KBCR MANAGEMENT PARTNERS, LLC

c/o Cantor Fitzgerald, L.P.

499 Park Avenue

New York, New York 10022

Controlling Persons of KBCR Management Partners, LLC, a Delaware limited liability company:

 

Sole Managing Member:

 

Howard W. Lutnick, as Trustee of The Howard W. Lutnick Revocable Trust

Currently, KBCR Management Partners, LLC has no officers or directors.

KBCR Management Partners, LLC is a General Partner of Cantor Fitzgerald, L.P.

KBCR Management Partners, LLC does not beneficially own any shares of Common Stock of the Company.
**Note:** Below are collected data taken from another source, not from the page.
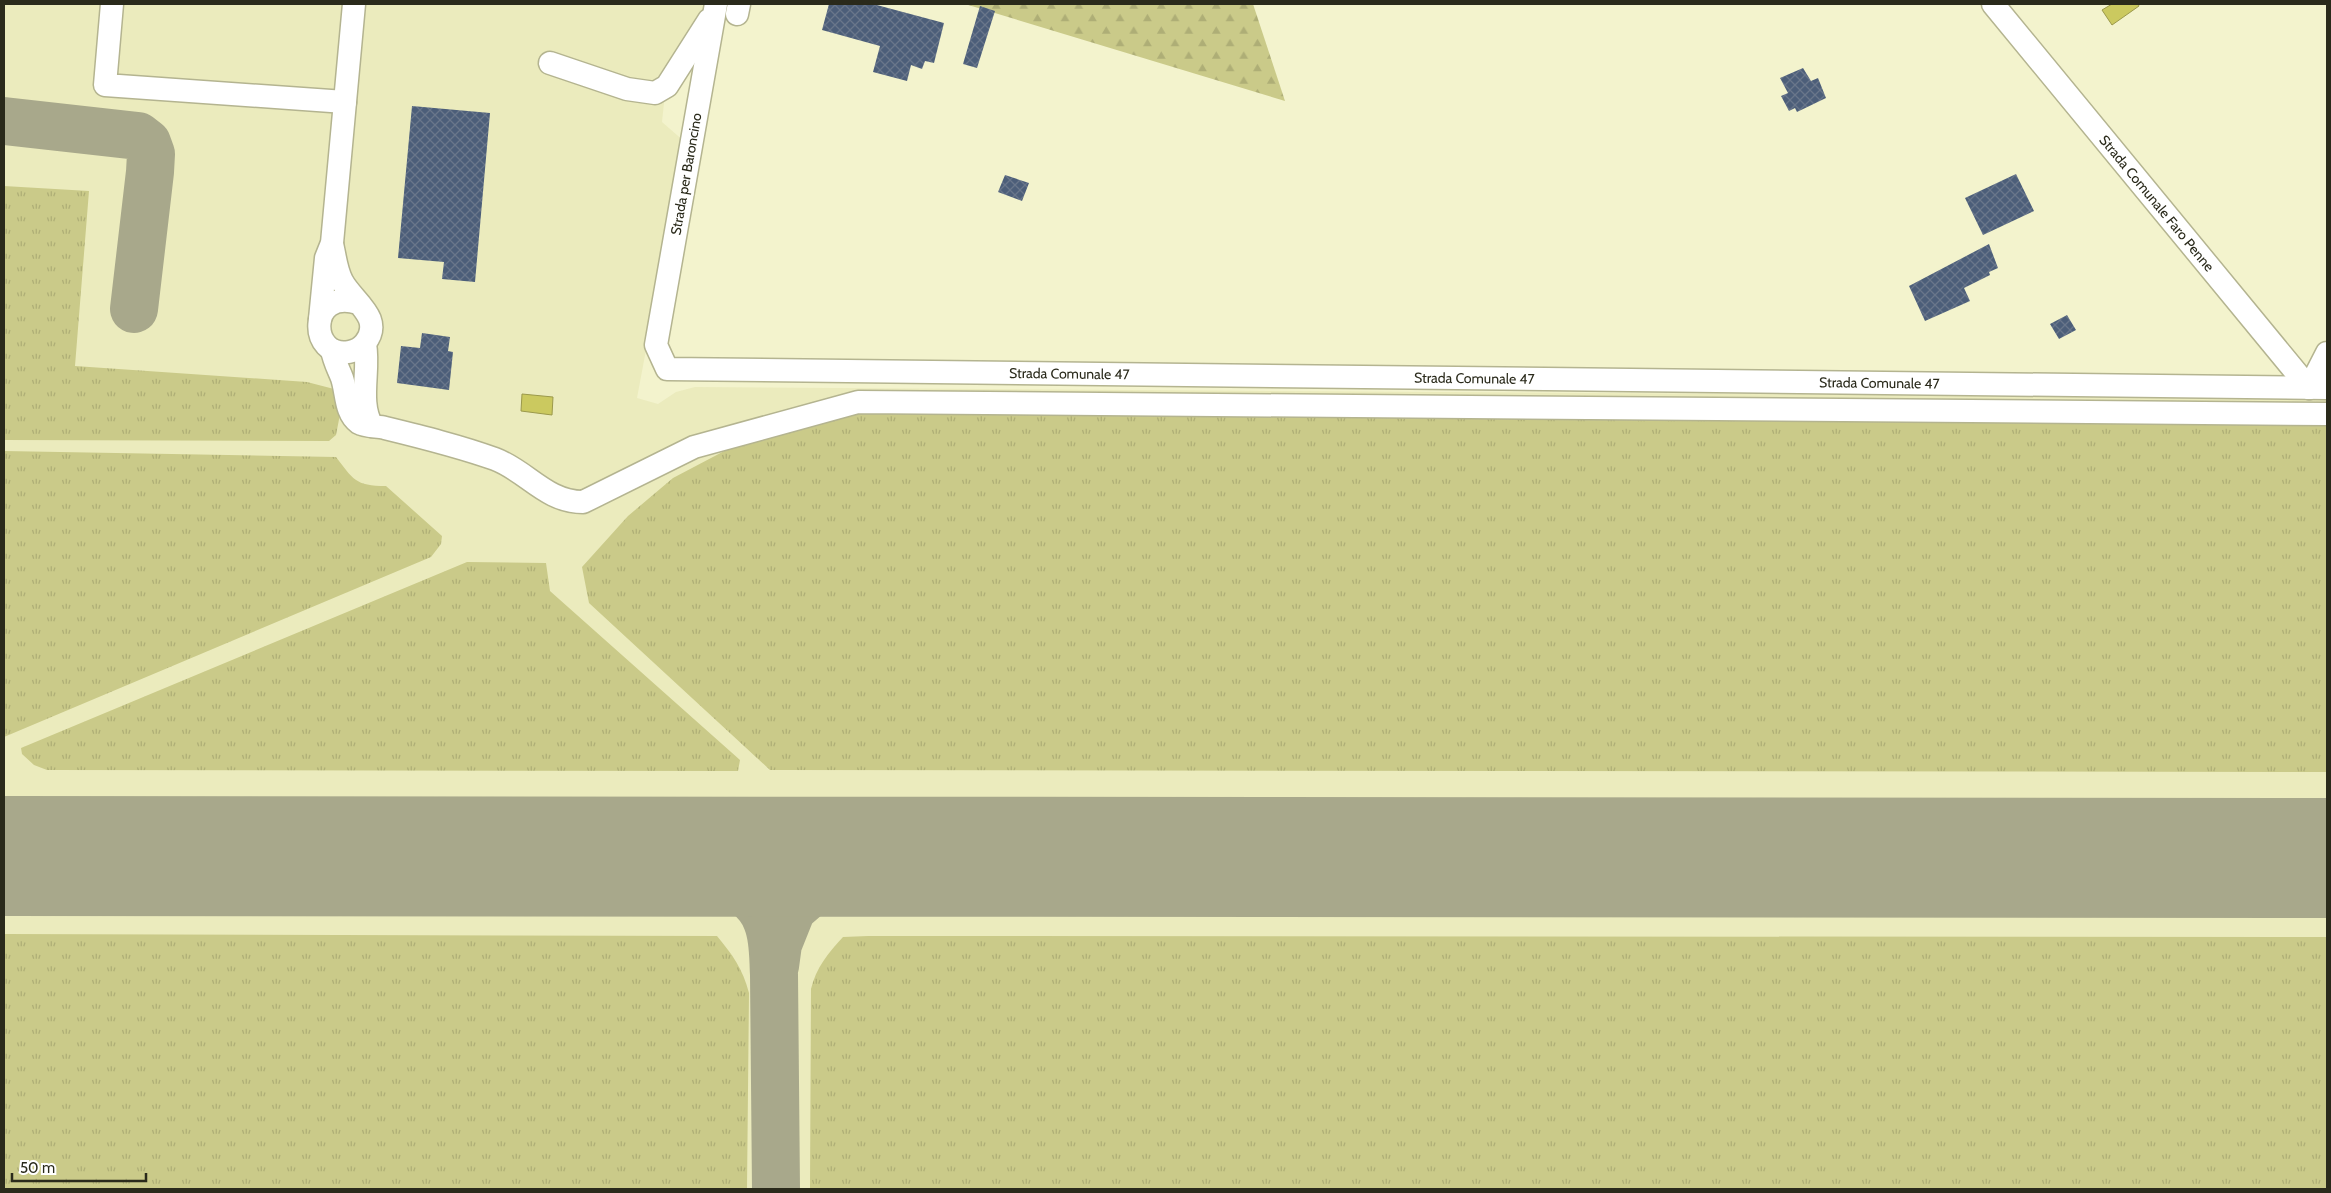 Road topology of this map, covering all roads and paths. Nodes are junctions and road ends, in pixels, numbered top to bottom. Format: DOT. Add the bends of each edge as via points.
graph roads {
  1 [pos="112,4"];
  2 [pos="354,4"];
  3 [pos="1993,4"];
  4 [pos="715,7"];
  5 [pos="550,63"];
  6 [pos="345,102"];
  7 [pos="332,243"];
  8 [pos="358,303"];
  9 [pos="320,319"];
  10 [pos="365,344"];
  11 [pos="656,345"];
  12 [pos="332,350"];
  13 [pos="2327,353"];
  14 [pos="2318,388"];
  15 [pos="2327,414"];
  16 [pos="372,426"];
  1 -- 6 [label="street" via="105,85"];
  2 -- 6 [label="street"];
  3 -- 14 [label="street, Strada Comunale Faro Penne"];
  4 -- 5 [label="street" via="666,86 655,93 627,88"];
  4 -- 11 [label="street, Strada per Baroncino"];
  6 -- 7 [label="street"];
  7 -- 8 [label="street" via="342,281"];
  7 -- 9 [label="street" via="326,258"];
  8 -- 9 [label="street" via="347,300 335,302 326,308"];
  8 -- 10 [label="street" via="372,322 371,334"];
  9 -- 12 [label="street" via="323,342"];
  10 -- 12 [label="street" via="355,351 343,353"];
  10 -- 16 [label="street" via="368,360 364,404"];
  11 -- 14 [label="street, Strada Comunale 47" via="666,369"];
  12 -- 16 [label="street" via="353,418 362,425"];
  13 -- 14 [label="street"];
  15 -- 16 [label="street" via="858,402 694,447 582,502 568,502 554,496 499,461 465,448"];
}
See above for the description of Mr. Lutnick.

STUART A. FRASER

c/o Cantor Fitzgerald, L.P.

499 Park Avenue

New York, New York 10022

Mr. Fraser’s principal occupation is serving as a private investor in a number of business ventures. In addition, Mr. Fraser serves as Vice Chairman of Cantor Fitzgerald, L.P.
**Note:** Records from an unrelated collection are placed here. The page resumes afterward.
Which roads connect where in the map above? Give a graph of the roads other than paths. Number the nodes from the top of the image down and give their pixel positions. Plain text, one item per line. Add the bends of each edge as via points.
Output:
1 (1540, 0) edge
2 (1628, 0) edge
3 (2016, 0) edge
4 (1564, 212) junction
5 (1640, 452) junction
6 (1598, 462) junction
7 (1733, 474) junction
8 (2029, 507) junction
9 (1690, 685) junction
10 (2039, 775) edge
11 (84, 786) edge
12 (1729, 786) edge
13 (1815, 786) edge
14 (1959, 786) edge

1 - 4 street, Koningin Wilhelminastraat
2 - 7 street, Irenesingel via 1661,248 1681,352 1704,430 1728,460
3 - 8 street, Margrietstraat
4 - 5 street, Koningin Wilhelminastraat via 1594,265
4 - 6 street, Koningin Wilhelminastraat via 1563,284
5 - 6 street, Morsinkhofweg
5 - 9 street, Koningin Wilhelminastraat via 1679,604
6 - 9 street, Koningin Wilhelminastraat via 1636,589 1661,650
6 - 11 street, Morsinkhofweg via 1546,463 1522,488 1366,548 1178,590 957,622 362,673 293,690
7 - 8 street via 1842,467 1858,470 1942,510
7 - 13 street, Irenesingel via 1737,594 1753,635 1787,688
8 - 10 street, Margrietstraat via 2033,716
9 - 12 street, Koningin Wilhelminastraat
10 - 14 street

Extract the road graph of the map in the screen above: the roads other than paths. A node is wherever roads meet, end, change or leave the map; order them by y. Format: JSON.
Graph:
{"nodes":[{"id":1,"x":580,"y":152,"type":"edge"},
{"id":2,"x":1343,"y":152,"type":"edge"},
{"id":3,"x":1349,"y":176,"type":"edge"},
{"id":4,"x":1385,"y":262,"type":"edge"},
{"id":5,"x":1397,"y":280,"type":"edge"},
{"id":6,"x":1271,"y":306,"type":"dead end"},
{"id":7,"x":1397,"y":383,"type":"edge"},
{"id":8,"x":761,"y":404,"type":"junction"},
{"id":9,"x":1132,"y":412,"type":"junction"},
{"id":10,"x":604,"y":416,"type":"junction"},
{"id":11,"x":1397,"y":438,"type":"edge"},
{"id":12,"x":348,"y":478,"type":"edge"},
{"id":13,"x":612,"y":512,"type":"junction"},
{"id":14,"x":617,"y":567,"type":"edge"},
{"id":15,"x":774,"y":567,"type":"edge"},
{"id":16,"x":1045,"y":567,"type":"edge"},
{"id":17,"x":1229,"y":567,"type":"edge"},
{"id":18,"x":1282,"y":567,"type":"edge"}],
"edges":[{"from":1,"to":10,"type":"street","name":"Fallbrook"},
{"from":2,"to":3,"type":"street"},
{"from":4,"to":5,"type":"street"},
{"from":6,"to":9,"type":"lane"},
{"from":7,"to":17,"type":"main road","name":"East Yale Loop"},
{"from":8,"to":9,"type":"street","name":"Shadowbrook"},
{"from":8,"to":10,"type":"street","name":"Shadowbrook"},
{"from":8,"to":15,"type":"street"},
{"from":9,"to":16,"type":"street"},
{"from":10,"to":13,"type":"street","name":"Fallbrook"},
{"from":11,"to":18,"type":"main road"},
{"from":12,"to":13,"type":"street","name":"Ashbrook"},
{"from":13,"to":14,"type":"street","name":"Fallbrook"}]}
Except as reported under Item 5, Mr. Fraser does not beneficially own any shares of Common Stock of the Company. Mr. Fraser is a United States citizen.

STEPHEN M. MERKEL

c/o Cantor Fitzgerald, L.P.

499 Park Avenue

New York, New York 10022

Mr. Merkel’s principal occupation is serving as Executive Managing Director, General Counsel and Secretary of Cantor Fitzgerald, L.P. and as Executive Vice President, General Counsel and Secretary of BGC Partners, Inc.
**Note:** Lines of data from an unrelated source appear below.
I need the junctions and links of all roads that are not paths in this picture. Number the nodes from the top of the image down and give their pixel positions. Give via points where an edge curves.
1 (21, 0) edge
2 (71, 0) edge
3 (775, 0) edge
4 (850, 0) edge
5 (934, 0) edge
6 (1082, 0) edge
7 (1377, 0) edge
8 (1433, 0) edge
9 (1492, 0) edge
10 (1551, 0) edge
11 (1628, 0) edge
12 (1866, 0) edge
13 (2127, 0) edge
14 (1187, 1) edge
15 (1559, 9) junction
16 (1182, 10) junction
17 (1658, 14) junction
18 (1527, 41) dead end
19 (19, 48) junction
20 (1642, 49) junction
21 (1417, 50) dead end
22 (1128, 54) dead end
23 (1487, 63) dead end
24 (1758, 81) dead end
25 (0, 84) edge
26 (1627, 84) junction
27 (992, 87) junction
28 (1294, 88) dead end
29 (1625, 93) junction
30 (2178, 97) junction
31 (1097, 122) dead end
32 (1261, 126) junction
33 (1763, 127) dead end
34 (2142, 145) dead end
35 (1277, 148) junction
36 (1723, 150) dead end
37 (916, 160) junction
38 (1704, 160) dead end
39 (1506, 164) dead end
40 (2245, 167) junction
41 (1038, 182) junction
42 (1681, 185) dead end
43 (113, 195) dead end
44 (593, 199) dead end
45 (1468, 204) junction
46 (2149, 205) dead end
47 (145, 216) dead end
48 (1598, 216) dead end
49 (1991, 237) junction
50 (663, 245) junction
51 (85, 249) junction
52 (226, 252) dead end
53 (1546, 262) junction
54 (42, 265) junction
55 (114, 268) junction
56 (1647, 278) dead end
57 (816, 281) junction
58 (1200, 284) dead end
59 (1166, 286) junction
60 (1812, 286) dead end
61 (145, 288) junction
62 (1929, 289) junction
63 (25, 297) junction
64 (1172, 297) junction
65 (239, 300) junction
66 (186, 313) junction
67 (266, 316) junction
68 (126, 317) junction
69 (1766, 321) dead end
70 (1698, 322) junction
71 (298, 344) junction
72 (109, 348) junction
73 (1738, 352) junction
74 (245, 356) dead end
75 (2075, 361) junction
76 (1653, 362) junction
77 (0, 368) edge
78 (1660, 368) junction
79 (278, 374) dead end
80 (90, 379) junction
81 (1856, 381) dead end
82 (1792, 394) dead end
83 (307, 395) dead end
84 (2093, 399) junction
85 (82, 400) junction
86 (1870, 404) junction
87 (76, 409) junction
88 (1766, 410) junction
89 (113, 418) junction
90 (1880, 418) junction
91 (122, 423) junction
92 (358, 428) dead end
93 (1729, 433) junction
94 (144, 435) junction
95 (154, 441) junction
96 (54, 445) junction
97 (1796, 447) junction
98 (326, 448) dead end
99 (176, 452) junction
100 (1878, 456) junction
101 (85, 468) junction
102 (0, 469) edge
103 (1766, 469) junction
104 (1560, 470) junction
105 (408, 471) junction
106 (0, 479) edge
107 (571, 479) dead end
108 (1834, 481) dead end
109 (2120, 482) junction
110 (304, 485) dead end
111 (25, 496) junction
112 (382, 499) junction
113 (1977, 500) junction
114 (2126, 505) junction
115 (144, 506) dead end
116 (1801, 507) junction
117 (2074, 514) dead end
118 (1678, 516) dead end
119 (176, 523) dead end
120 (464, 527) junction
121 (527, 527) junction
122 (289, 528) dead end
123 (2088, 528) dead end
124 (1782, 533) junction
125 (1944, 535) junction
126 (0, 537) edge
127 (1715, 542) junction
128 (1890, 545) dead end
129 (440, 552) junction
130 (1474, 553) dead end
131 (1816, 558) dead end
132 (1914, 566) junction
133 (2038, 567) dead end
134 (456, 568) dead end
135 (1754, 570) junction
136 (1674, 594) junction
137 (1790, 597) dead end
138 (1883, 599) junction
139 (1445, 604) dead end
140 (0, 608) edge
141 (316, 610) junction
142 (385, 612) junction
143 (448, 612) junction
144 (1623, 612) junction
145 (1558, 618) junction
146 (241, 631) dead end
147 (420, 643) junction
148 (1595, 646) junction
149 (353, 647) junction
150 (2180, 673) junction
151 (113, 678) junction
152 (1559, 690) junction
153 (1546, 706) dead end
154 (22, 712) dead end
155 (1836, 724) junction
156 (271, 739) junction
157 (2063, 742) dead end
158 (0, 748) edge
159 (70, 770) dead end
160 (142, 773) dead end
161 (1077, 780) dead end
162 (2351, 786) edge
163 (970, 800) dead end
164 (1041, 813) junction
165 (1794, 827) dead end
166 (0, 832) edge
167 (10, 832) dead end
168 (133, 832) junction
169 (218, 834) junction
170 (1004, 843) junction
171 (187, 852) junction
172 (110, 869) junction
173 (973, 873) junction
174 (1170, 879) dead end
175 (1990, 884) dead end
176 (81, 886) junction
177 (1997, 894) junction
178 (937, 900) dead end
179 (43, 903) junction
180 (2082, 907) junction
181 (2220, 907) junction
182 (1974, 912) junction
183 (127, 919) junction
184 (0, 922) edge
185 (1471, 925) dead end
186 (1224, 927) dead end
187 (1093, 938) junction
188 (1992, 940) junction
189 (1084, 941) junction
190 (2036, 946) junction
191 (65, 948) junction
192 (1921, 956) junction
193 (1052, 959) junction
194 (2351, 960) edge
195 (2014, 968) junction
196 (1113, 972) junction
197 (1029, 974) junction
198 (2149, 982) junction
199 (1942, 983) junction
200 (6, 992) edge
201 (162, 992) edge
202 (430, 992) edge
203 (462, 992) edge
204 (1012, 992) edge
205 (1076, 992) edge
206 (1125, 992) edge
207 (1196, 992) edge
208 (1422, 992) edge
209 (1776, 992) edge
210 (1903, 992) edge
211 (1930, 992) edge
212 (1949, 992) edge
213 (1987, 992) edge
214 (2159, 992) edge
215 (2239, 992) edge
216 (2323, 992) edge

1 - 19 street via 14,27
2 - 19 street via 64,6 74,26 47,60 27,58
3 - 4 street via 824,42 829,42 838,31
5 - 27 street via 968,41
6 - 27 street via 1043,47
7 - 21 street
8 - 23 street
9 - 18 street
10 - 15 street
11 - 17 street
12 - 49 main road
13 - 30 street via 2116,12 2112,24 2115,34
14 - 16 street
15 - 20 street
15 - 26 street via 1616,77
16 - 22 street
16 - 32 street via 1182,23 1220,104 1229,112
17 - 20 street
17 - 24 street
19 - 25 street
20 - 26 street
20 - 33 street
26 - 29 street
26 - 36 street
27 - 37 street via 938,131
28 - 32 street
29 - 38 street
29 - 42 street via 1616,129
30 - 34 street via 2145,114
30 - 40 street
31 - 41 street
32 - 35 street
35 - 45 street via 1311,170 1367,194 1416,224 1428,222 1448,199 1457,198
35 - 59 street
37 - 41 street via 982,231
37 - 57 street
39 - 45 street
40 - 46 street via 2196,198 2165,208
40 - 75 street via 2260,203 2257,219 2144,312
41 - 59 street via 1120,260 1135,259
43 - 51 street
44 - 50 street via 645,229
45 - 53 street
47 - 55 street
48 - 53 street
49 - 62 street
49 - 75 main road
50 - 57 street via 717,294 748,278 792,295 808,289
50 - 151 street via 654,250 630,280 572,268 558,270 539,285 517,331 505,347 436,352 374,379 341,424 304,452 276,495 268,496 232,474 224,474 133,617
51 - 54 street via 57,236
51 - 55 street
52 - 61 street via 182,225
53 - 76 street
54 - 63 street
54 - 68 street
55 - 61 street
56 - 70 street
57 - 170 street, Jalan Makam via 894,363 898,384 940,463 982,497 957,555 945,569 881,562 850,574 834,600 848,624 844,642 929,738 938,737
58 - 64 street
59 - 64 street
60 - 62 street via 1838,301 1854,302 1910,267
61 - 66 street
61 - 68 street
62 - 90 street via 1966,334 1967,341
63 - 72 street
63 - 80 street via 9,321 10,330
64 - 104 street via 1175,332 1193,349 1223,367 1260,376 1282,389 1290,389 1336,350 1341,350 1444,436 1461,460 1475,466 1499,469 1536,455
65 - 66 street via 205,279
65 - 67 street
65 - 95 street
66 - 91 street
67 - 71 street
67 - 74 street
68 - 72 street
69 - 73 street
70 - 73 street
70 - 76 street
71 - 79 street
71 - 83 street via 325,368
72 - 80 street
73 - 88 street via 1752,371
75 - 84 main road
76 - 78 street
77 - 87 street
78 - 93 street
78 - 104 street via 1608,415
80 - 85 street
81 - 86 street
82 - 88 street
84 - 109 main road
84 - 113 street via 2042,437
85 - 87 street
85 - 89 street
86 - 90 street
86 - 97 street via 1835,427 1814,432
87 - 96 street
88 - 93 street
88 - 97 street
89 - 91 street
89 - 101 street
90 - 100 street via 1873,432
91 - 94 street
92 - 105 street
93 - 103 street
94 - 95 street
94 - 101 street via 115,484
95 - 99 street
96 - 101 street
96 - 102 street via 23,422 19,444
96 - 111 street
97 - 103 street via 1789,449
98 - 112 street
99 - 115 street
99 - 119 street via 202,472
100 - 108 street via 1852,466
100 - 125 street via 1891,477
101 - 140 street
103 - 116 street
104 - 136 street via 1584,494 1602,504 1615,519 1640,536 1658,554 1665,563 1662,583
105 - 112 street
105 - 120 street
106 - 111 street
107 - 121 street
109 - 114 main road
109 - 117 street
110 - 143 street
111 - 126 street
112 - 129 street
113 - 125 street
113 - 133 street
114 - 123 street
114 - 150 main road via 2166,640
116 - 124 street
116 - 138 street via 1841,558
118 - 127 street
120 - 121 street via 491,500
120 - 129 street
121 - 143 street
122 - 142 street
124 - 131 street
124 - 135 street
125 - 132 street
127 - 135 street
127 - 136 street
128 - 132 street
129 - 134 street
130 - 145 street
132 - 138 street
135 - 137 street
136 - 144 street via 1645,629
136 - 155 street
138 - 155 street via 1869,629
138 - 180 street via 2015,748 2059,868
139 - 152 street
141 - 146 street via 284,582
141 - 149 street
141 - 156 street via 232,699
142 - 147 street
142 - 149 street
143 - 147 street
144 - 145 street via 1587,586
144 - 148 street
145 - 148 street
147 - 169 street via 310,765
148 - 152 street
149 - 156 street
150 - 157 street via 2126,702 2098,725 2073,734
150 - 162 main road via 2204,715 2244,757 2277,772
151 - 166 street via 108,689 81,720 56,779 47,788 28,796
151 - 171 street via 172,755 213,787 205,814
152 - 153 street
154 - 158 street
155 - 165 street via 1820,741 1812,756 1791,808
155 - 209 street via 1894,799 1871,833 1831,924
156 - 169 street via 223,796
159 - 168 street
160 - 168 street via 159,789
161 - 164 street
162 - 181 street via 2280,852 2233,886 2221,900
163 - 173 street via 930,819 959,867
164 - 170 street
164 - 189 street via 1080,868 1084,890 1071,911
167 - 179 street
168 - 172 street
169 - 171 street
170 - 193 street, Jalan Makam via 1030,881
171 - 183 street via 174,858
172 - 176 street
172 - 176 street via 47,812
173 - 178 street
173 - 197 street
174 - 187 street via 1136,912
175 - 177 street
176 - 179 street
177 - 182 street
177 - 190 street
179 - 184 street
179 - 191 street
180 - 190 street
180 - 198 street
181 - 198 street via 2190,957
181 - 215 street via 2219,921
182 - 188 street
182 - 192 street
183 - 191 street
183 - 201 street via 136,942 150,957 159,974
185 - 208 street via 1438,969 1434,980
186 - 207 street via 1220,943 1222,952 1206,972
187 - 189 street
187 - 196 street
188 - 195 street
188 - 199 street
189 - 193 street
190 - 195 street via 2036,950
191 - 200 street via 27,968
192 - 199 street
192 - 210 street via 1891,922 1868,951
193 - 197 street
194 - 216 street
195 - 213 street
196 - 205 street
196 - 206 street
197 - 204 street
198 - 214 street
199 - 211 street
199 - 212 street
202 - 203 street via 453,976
Except as reported under Item 5, Mr. Merkel does not beneficially own any shares of Common Stock of the Company. Mr. Merkel is a United States citizen.

EDITH LUTNICK

c/o Cantor Fitzgerald, L.P.

499 Park Avenue

New York, New York 10022

Ms. Edith Lutnick’s principal occupation is Executive Director of the Cantor Fitzgerald Relief Fund.

Ms. Edith Lutnick is Mr. Lutnick’s sister. Ms. Edith Lutnick is Ms. Allison Lutnick’s sister-in-law.

Except as reported under Item 5, Ms. Edith Lutnick does not beneficially own any shares of Common Stock of the Company. Ms. Edith Lutnick is a United States citizen.

DOUGLAS BARNARD

c/o Cantor Fitzgerald, L.P.

499 Park Avenue

New York, New York 10022

Mr. Barnard’s principal occupation is serving as Chief Financial Officer of Cantor Fitzgerald, L.P. and Chief Financial Officer of CF Group Management, Inc.

Mr. Barnard does not beneficially own any shares of Common Stock of the Company. Mr. Barnard is a United States citizen.

ALLISON LUTNICK

c/o Cantor Fitzgerald, L.P.

499 Park Avenue

New York, New York 10022

Ms. Allison Lutnick’s principal occupation is serving as a philanthropist and private investor.

Ms. Allison Lutnick is Mr. Lutnick’s wife. Ms. Allison Lutnick is Ms. Edith Lutnick’s sister-in-law.

Ms. Allison Lutnick does not beneficially own any shares of Common Stock of the Company. Ms. Allison Lutnick is a United States citizen.